Gun deer season was nearly a month ago here in Wisconsin.  For those of you who aren’t hunters, or don’t know hunters, it’s difficult to understand how big an event this is.  In Wisconsin, it’s like the Packers playing the Bears, Bratfest, and fried cheese curds rolled up into one.   Now, I’m not a hunter.  It’s not that I have a moral aversion to hunting.  More like a moral aversion to sitting in the cold woods for hours.  In fact, I believe if we’re going to screw with the ecosystem (pretty much a given) it’s our responsiblity to try to manage the results.  And part of that is taking on the role of the predator to control the deer population*.

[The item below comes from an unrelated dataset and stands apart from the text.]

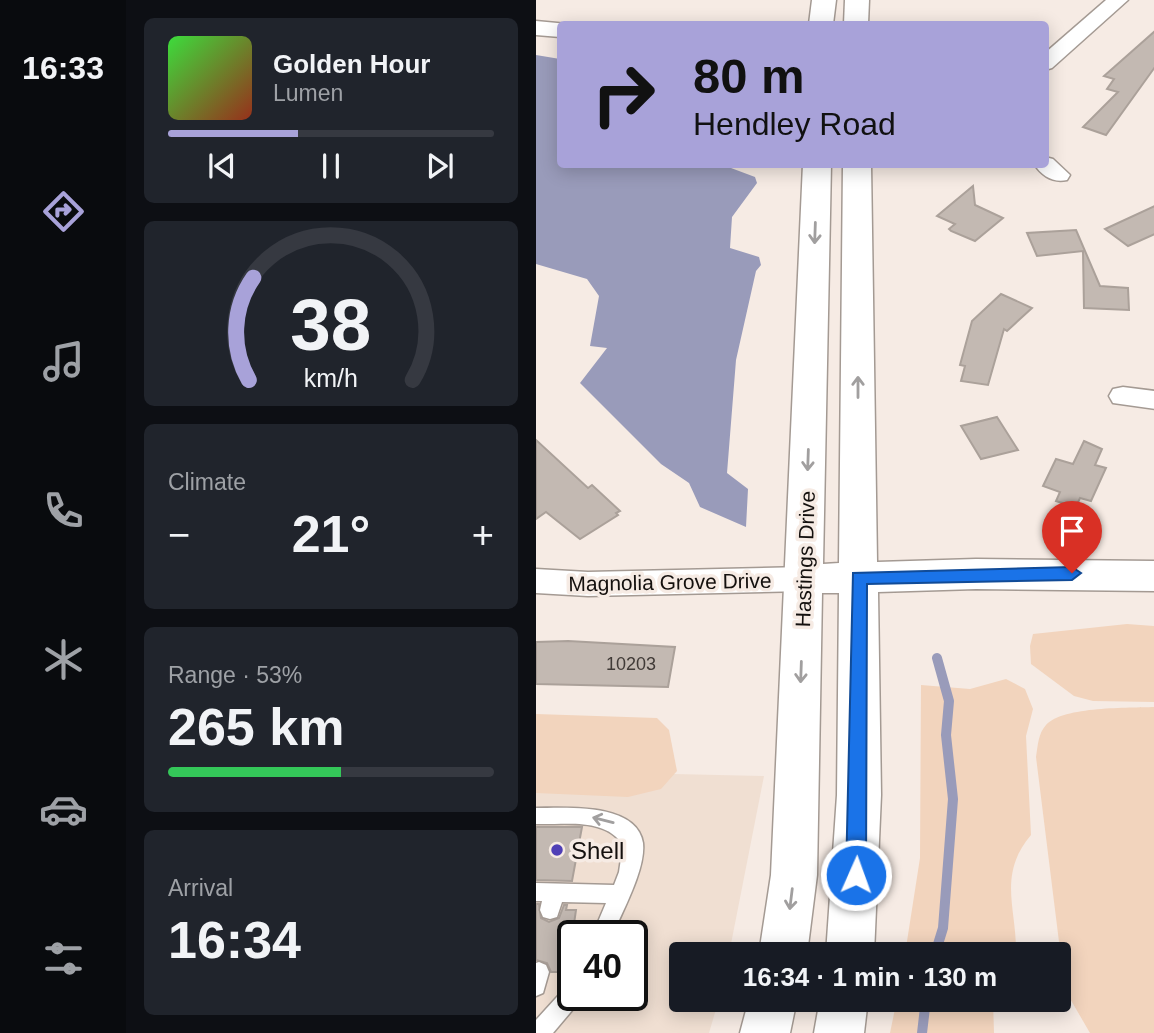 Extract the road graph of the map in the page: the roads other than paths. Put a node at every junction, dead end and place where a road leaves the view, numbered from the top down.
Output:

As a dyed-in-the-wool capitalist, however, I decided to outsource my predation duties to another.  My friend Jeremy Wilson was kind enough to share some vension from his freezer.  A few nights ago we enjoyed some excellent tenderloin, which we prepared using Jeremy’s suggested recipe.





  • a small piece of spicy salami
  • 2 carrots (from Green and Green)
  • 2 handfuls fingerling potatoes (from The Driftless Depot)
  • 1 red onion (from Shooting Star Farm)
  • 2 leeks (from Shooting Star Farm)
  • 1 clove garlic (from Windy Ridge)
  • dried parsley, sage, rosemary, and thyme (from my garden)
  • olive oil
  • salt
  • pepper

Preheat the oven to 400 degrees F.  Get a large cast iron pan and heat it on the stove.  Add the olive oil.  Heat the salami, add the onions, leeks, and garlic and cook until a bit wilted.  Add the rest of the ingredients and place in to oven for about 45 minutes.

Pan Fried Venison


  • venison tenderloin medallions
  • 1/2 c. flour
  • 1 t. salt
  • 1/2 t. black pepper
  • butter (from Shullsburg)

Mix the flour, salt, and pepper.  Coat the venison pieces with the flour mixture.  Melt the butter in the pan on medium high.  Cook for 4 minutes on each side.  Let it rest for a couple of minutes before slicing and serving.  Save the pan and use it to make the gravy.


  • honeycrisp apple brandy (from Yahara Bay)
  • 1/2 t. flour
  • 3 T. water
  • salt
  • pepper
  • butter

Add a couple of splashes of brandy into the hot pan.  Dilute the water into the flour in a small cup.  Add to the pan.  Bring to a simmer.  It should thicken nicely.  Add salt and pepper to taste.


*This is obivously a large, complex, and emotional subject for many.  And I got hate mail when I said the Dells were kitschy, so I’m staying out of this one.